### Task requirements:
Only the text of the entries below should be returned, exactly as given, without pictures.

** Data to use follows **

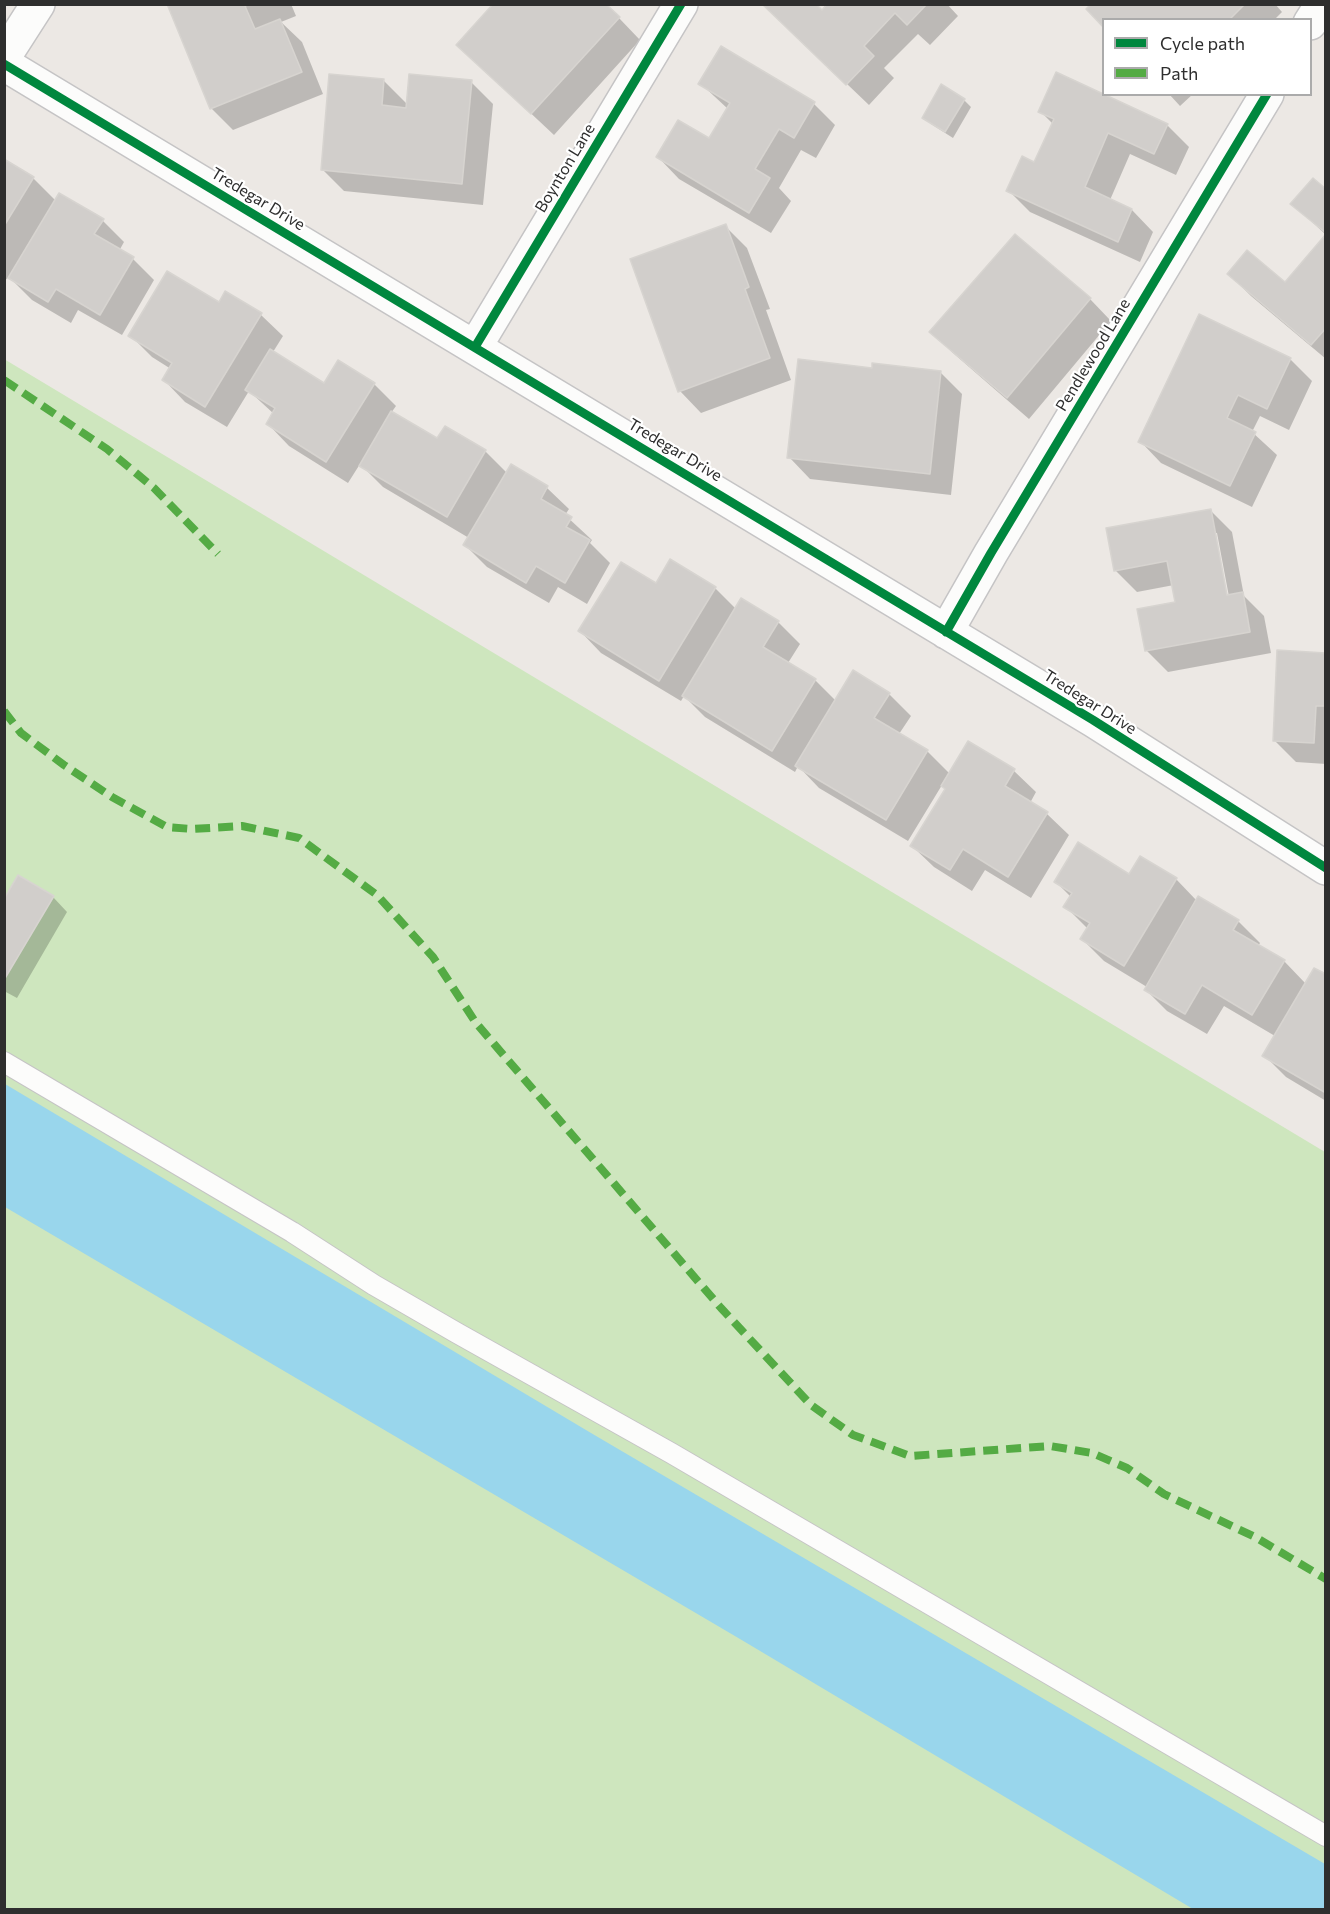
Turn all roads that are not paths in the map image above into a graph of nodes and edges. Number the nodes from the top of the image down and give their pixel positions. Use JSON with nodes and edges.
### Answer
{"nodes":[{"id":1,"x":38,"y":4,"type":"edge"},
{"id":2,"x":681,"y":4,"type":"edge"},
{"id":3,"x":1322,"y":4,"type":"edge"},
{"id":4,"x":1312,"y":21,"type":"edge"},
{"id":5,"x":4,"y":57,"type":"edge"},
{"id":6,"x":4,"y":64,"type":"edge"},
{"id":7,"x":1267,"y":96,"type":"edge"},
{"id":8,"x":475,"y":347,"type":"junction"},
{"id":9,"x":946,"y":632,"type":"junction"},
{"id":10,"x":1326,"y":868,"type":"edge"},
{"id":11,"x":4,"y":1062,"type":"edge"},
{"id":12,"x":1326,"y":1836,"type":"edge"}],
"edges":[{"from":1,"to":5,"type":"street"},
{"from":2,"to":8,"type":"street","name":"Boynton Lane"},
{"from":3,"to":4,"type":"street"},
{"from":6,"to":8,"type":"street","name":"Tredegar Drive"},
{"from":7,"to":9,"type":"street","name":"Pendlewood Lane"},
{"from":8,"to":9,"type":"street","name":"Tredegar Drive"},
{"from":9,"to":10,"type":"street","name":"Tredegar Drive"},
{"from":11,"to":12,"type":"lane"}]}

** End of Data to use **

### Answer section:
Turn all roads that are not paths in the map image above into a graph of nodes and edges. Number the nodes from the top of the image down and give their pixel positions. Use JSON with nodes and edges.
### Answer
{"nodes":[{"id":1,"x":38,"y":4,"type":"edge"},
{"id":2,"x":681,"y":4,"type":"edge"},
{"id":3,"x":1322,"y":4,"type":"edge"},
{"id":4,"x":1312,"y":21,"type":"edge"},
{"id":5,"x":4,"y":57,"type":"edge"},
{"id":6,"x":4,"y":64,"type":"edge"},
{"id":7,"x":1267,"y":96,"type":"edge"},
{"id":8,"x":475,"y":347,"type":"junction"},
{"id":9,"x":946,"y":632,"type":"junction"},
{"id":10,"x":1326,"y":868,"type":"edge"},
{"id":11,"x":4,"y":1062,"type":"edge"},
{"id":12,"x":1326,"y":1836,"type":"edge"}],
"edges":[{"from":1,"to":5,"type":"street"},
{"from":2,"to":8,"type":"street","name":"Boynton Lane"},
{"from":3,"to":4,"type":"street"},
{"from":6,"to":8,"type":"street","name":"Tredegar Drive"},
{"from":7,"to":9,"type":"street","name":"Pendlewood Lane"},
{"from":8,"to":9,"type":"street","name":"Tredegar Drive"},
{"from":9,"to":10,"type":"street","name":"Tredegar Drive"},
{"from":11,"to":12,"type":"lane"}]}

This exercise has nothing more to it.